Volontariato: anche a distanza, sempre la stessa Penny Wirton
La comunicazione filtrata da uno schermo, le parole a intermittenza, la difficoltà di indicare una pagina sul libro: nonostante tutto questo la Penny Wirton, scuola di italiano gratuita per migranti, “è sempre la stessa Penny”, dice Fausta Petraccaro, volontaria presso la sede di Bologna Centro in questo post. Fausta racconta l’esperienza della didattica a distanza con una coppia di giovani genitori somali e ci fa riflettere sulla rivoluzione telematica, che ha investito anche il mondo della scuola e del volontariato. Una rivoluzione che ha certamente privato le relazioni umane del contatto fisico e della vicinanza sociale, elementi fondamentali nei percorsi di inclusione, ma non ha smorzato l’entusiasmo e la forza di volontà di studenti e maestri della Penny Wirton.
Sempre la stessa Penny
di Fausta Petraccaro
Si pensa che uno schermo possa togliere umanità alla comunicazione, rendendola fredda, perché la priva della comunicazione non verbale, che alla Penny Wirton, scuola di italiano gratuita per migranti, è molto più importante di quella verbale. Non si possono indicare manualmente le pagine e le figure, non si può dare una pacca sulla spalla, non si può più di tanto gesticolare. Ma abbiamo imparato che si può inquadrare con il cellulare il frigorifero, aprendolo e mostrando la differenza con il congelatore che sta sotto: si dice “frigo” se tiene in fresco le cose, si dice “congelatore” se serve a congelare i cibi.

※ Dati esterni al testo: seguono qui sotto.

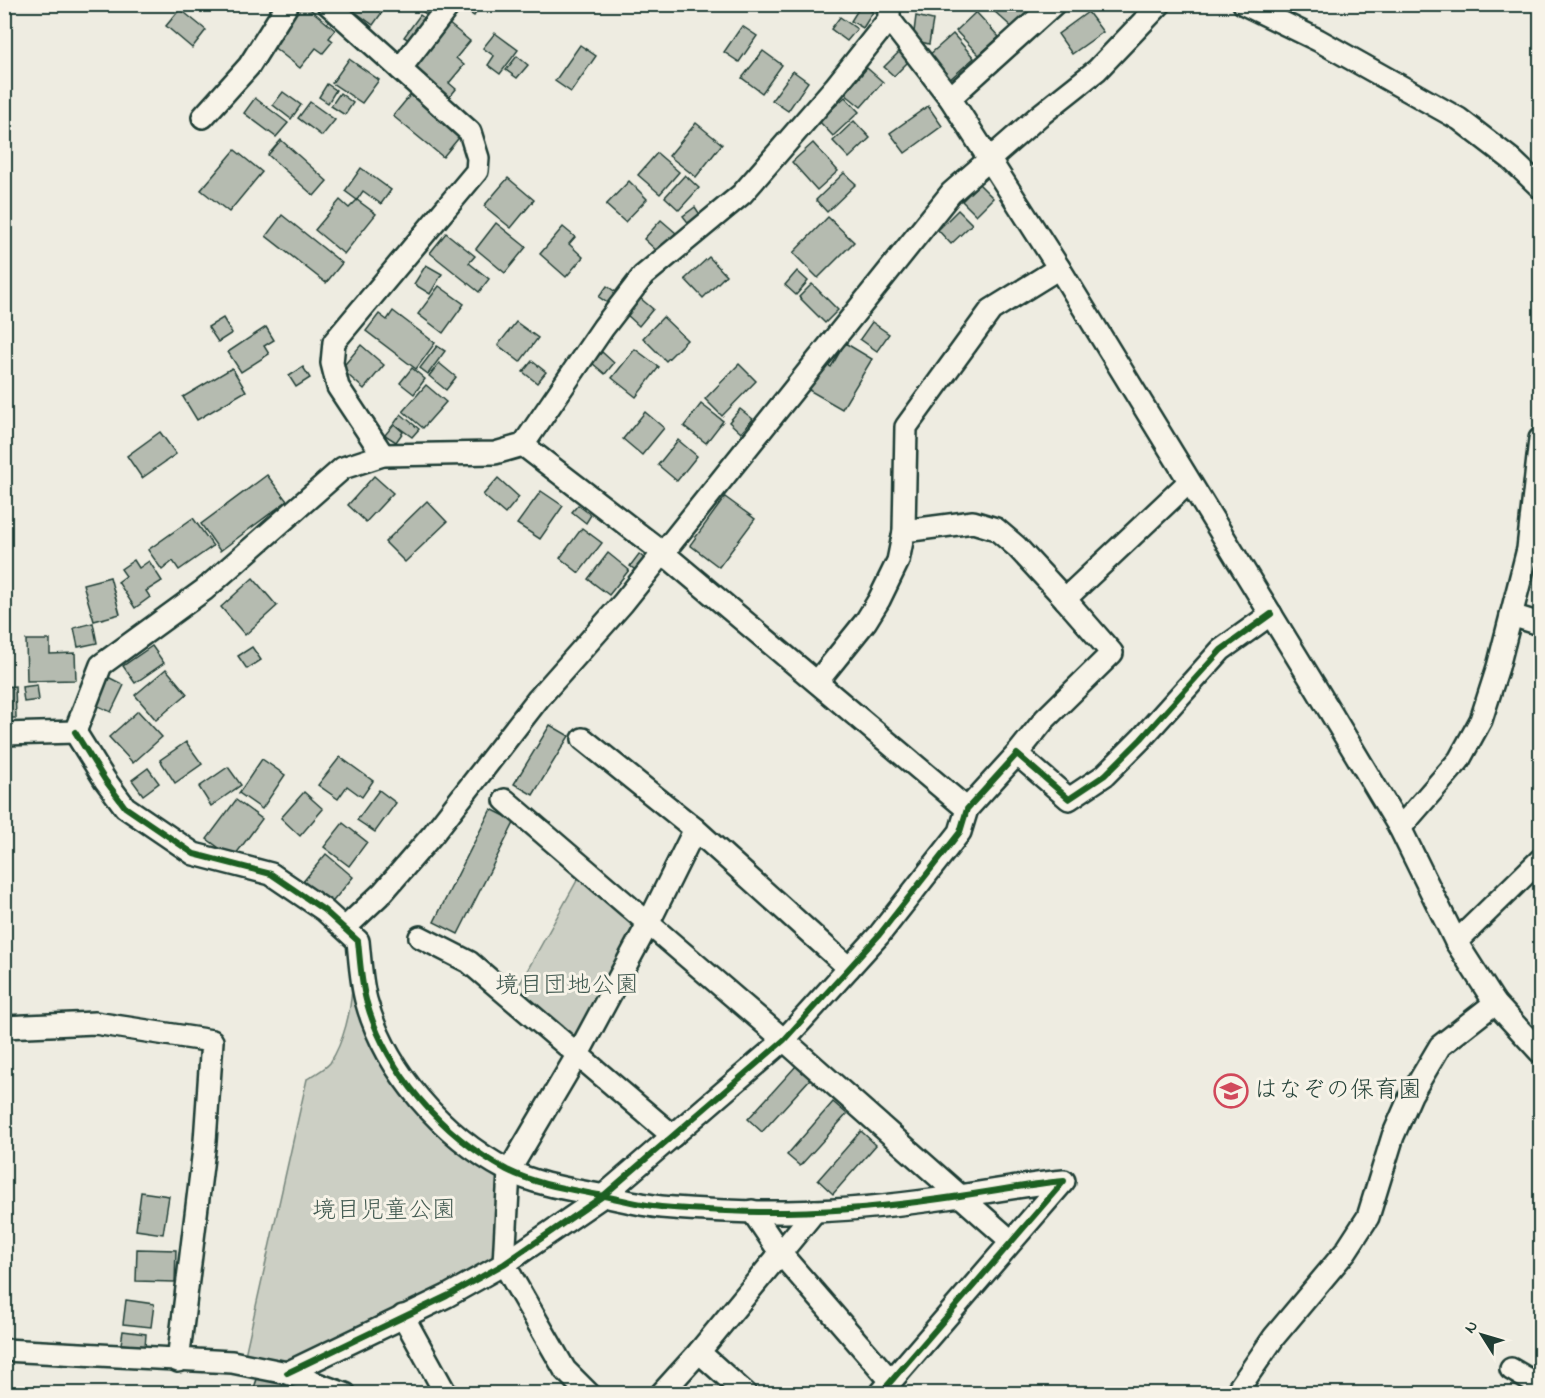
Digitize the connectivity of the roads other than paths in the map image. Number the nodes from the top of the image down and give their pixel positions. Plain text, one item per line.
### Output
1 (288, 4) edge
2 (328, 4) edge
3 (450, 4) edge
4 (1054, 4) edge
5 (1160, 4) edge
6 (1244, 4) edge
7 (889, 12) edge
8 (400, 69) junction
9 (950, 98) junction
10 (203, 117) dead end
11 (989, 159) junction
12 (1540, 187) edge
13 (1059, 268) junction
14 (1540, 439) edge
15 (523, 445) junction
16 (383, 455) junction
17 (1190, 482) junction
18 (904, 531) junction
19 (662, 552) junction
20 (1065, 599) junction
21 (1271, 614) junction
22 (1510, 615) junction
23 (1540, 624) edge
24 (817, 682) junction
25 (75, 732) junction
26 (4, 734) edge
27 (582, 739) dead end
28 (1017, 754) junction
29 (505, 800) dead end
30 (967, 809) junction
31 (1400, 828) junction
32 (695, 829) junction
33 (1540, 860) edge
34 (648, 924) junction
35 (345, 928) junction
36 (420, 937) dead end
37 (1456, 942) junction
38 (849, 968) junction
39 (1495, 1003) junction
40 (4, 1027) edge
41 (784, 1040) junction
42 (1540, 1052) edge
43 (578, 1054) junction
44 (672, 1136) junction
45 (509, 1171) junction
46 (603, 1196) junction
47 (959, 1196) junction
48 (752, 1211) junction
49 (815, 1211) junction
50 (1011, 1241) junction
51 (781, 1254) junction
52 (504, 1264) junction
53 (404, 1316) junction
54 (4, 1350) edge
55 (699, 1352) junction
56 (178, 1360) junction
57 (1511, 1369) dead end
58 (287, 1373) junction
59 (1540, 1380) edge
60 (885, 1387) edge
61 (345, 1394) edge
62 (446, 1394) edge
63 (589, 1394) edge
64 (661, 1394) edge
65 (746, 1394) edge
66 (1234, 1394) edge

1 - 10 street
2 - 8 street
3 - 8 street
4 - 9 street
5 - 11 street
6 - 12 street
7 - 9 street
7 - 15 street
8 - 16 street
9 - 11 street
11 - 13 street
11 - 19 street
13 - 17 street
13 - 18 street
14 - 22 street
15 - 16 street
15 - 19 street
16 - 25 street
17 - 20 street
17 - 21 street
18 - 20 street
18 - 24 street
19 - 24 street
19 - 35 street
20 - 28 street
21 - 28 street
21 - 31 street
22 - 23 street
22 - 31 street
24 - 30 street
25 - 26 street
25 - 35 street
27 - 32 street
28 - 30 street
29 - 34 street
30 - 38 street
31 - 37 street
32 - 34 street
32 - 38 street
33 - 37 street
34 - 41 street
34 - 43 street
35 - 45 street
36 - 43 street
37 - 39 street
38 - 41 street
39 - 42 street
39 - 66 street
40 - 56 street
41 - 44 street
41 - 47 street
43 - 44 street
43 - 45 street
44 - 46 street
45 - 46 street
45 - 52 street
46 - 48 street
46 - 52 street
47 - 49 street
47 - 50 street
47 - 50 street
48 - 49 street
48 - 51 street
49 - 51 street
50 - 60 street
51 - 55 street
51 - 60 street
52 - 53 street
52 - 63 street
53 - 58 street
53 - 62 street
54 - 56 street
55 - 64 street
55 - 65 street
56 - 58 street
57 - 59 street
58 - 61 street

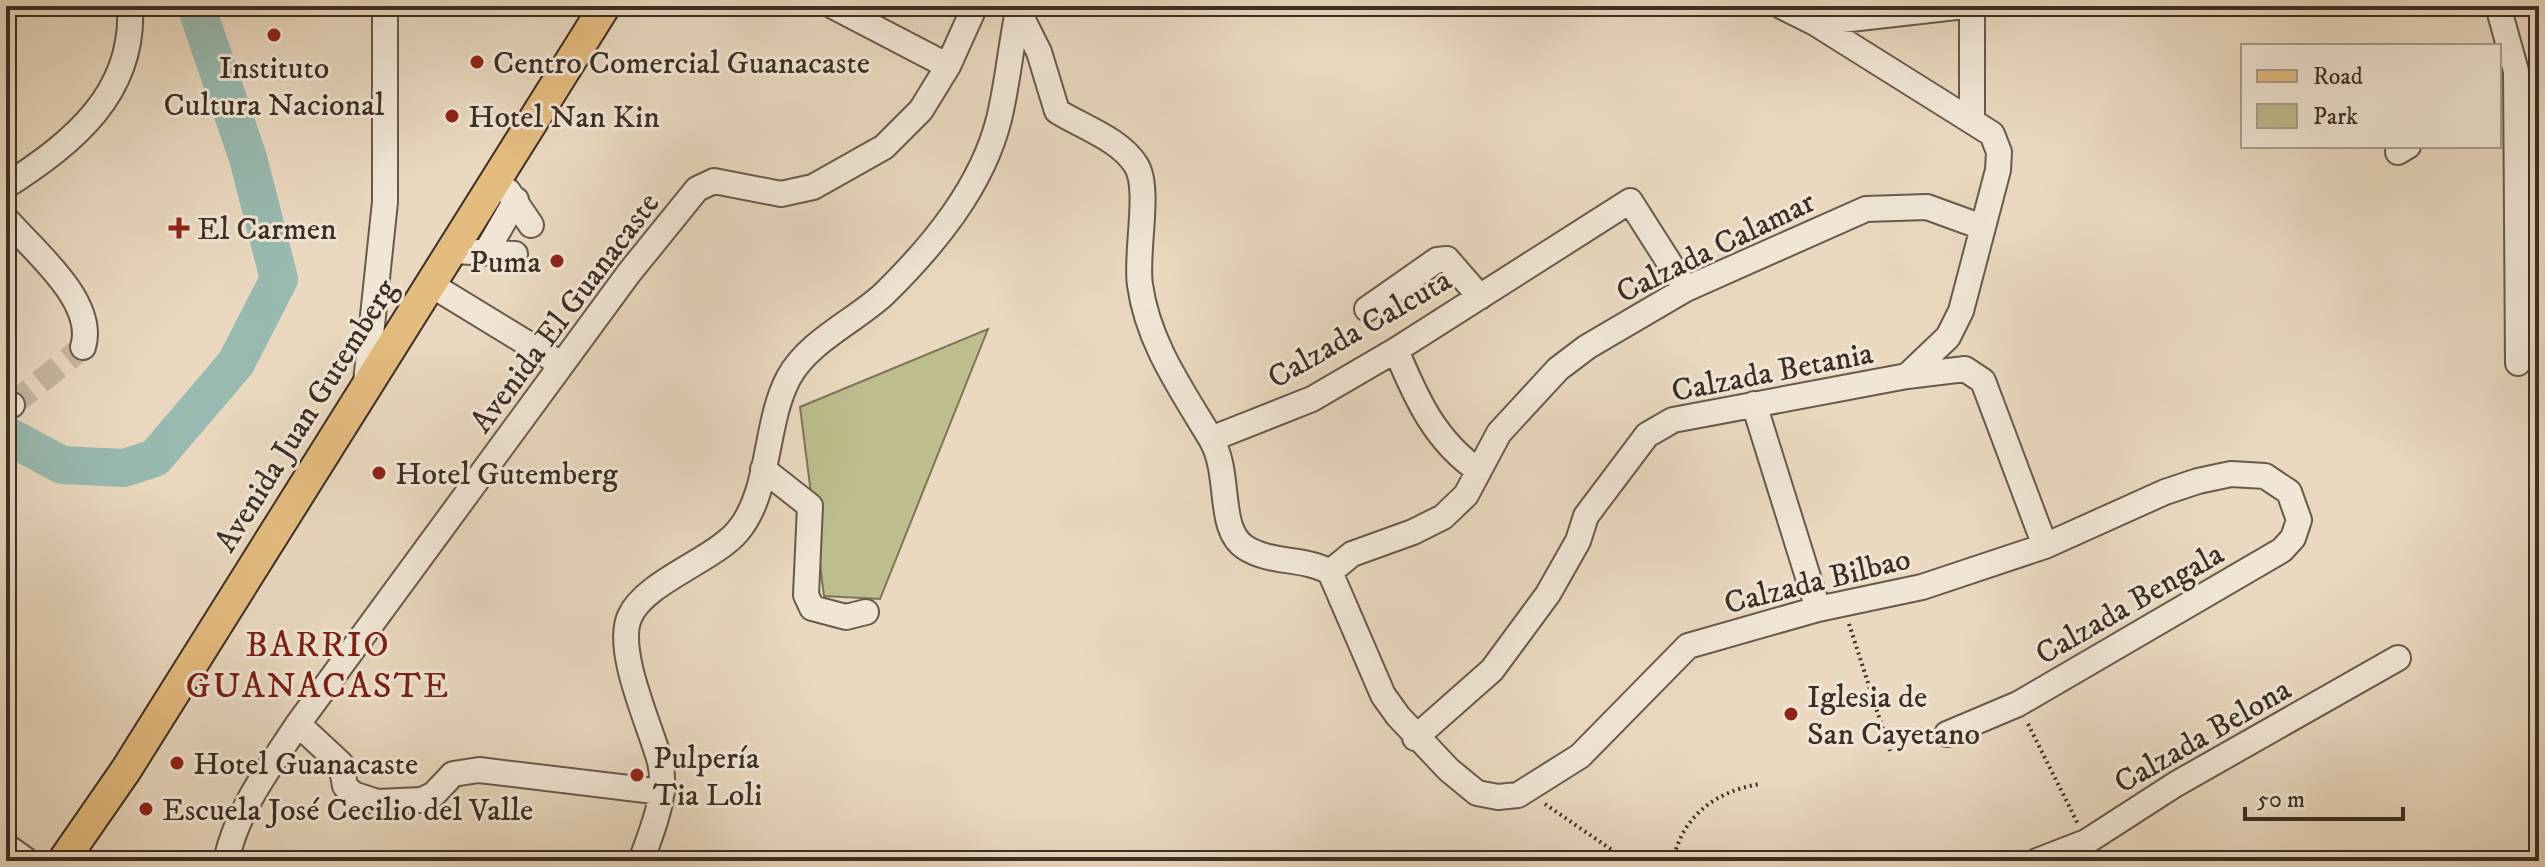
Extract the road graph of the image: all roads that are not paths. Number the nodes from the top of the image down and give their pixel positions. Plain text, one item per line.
1 (130, 6) edge
2 (385, 6) edge
3 (605, 6) edge
4 (833, 6) edge
5 (975, 6) edge
6 (1781, 6) edge
7 (1965, 6) edge
8 (1972, 6) edge
9 (2498, 6) edge
10 (1019, 8) edge
11 (1815, 23) junction
12 (948, 66) junction
13 (2507, 77) edge
14 (1972, 118) junction
15 (6, 186) edge
16 (507, 188) junction
17 (6, 219) edge
18 (531, 225) dead end
19 (1982, 227) junction
20 (453, 251) junction
21 (486, 252) junction
22 (515, 254) dead end
23 (430, 284) junction
24 (1686, 289) junction
25 (1480, 297) junction
26 (1367, 309) dead end
27 (1953, 326) junction
28 (83, 347) dead end
29 (1396, 350) junction
30 (2518, 363) dead end
31 (561, 364) junction
32 (1975, 373) junction
33 (1907, 376) junction
34 (366, 382) junction
35 (1754, 404) junction
36 (1211, 439) junction
37 (763, 469) junction
38 (1479, 471) junction
39 (2289, 492) joint
40 (2045, 546) junction
41 (1330, 572) junction
42 (1818, 609) junction
43 (866, 612) dead end
44 (2398, 658) dead end
45 (298, 724) junction
46 (1947, 734) dead end
47 (1415, 738) junction
48 (662, 792) junction
49 (6, 846) edge
50 (27, 861) edge
51 (63, 861) edge
52 (226, 861) edge
53 (641, 861) edge
54 (2037, 861) edge

1 - 15 street
2 - 34 street
3 - 16 main road, Avenida Juan Gutemberg
4 - 12 street
5 - 12 street, Avenida El Guanacaste
6 - 11 street
7 - 11 street
8 - 14 street
9 - 13 street
10 - 36 street
10 - 37 street
11 - 14 street
12 - 31 street, Avenida El Guanacaste
13 - 30 street
14 - 19 street, Calzada Betania
16 - 18 street
16 - 20 main road, Avenida Juan Gutemberg
16 - 21 street
17 - 28 street
19 - 24 street, Calzada Calamar
19 - 27 street, Calzada Betania
20 - 21 street
20 - 23 main road, Avenida Juan Gutemberg
21 - 22 street
23 - 31 street
23 - 34 main road, Avenida Juan Gutemberg
24 - 25 street, Calzada Calcuta
24 - 38 street, Calzada Calamar
25 - 26 street
25 - 29 street, Calzada Calcuta
27 - 32 street
27 - 33 street, Calzada Betania
29 - 36 street, Calzada Calcuta
29 - 38 street
31 - 45 street, Avenida El Guanacaste
32 - 33 street
32 - 40 street
33 - 35 street, Calzada Betania
34 - 51 main road, Avenida Juan Gutemberg
35 - 42 street
35 - 47 street, Calzada Betania
36 - 41 street
37 - 43 street
37 - 48 street
38 - 41 street, Calzada Calamar
39 - 40 street, Calzada Bilbao
39 - 46 street, Calzada Bengala
40 - 42 street, Calzada Bilbao
41 - 47 street, Calzada Bilbao
42 - 47 street, Calzada Bilbao
44 - 54 street, Calzada Belona
45 - 48 street
45 - 52 street, Avenida El Guanacaste
48 - 53 street
49 - 50 street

E poi si può fare una lezione di famiglia, quella che mi ritrovo a fare due volte alla settimana con una giovanissima coppia di ragazzi somali che hanno una bambina di sei mesi. Allora, ecco che lo schermo diventa vita, forza di volontà, tenerezza. Lo screenshot mostra la visuale della lezione col cellulare: la pagina di un libro e in basso a destra la piccola finestrella con tre persone, la mamma, la bambina e me. Oggi non eravamo quattro perché il papà è dovuto andare in farmacia e quindi la mamma, con in braccio la bambina che non vuole saperne di stare da sola sul letto, esercita la lingua. E la piccola ascolta. Sono i suoni della lingua con cui si confronterà nelle scuole italiane, con cui farà le sue prime esperienze fuori dal suo protettivo mondo familiare, perché i genitori vogliono che cresca Italia. È un Paese bellissimo e non vogliono andare via, mi hanno detto.
La scuola Penny Wirton ai tempi del coronavirus rimarrà nei miei ricordi per sempre con l’immagine delle gambine scure della piccola seduta sul tavolo, vicino a pagine di grammatica italiana, con il sorriso del padre pieno di vita e la forza della madre che, cullando la sua piccola, impara l’italiano per darle un futuro migliore.
E noi siamo fieri di poterli aiutare.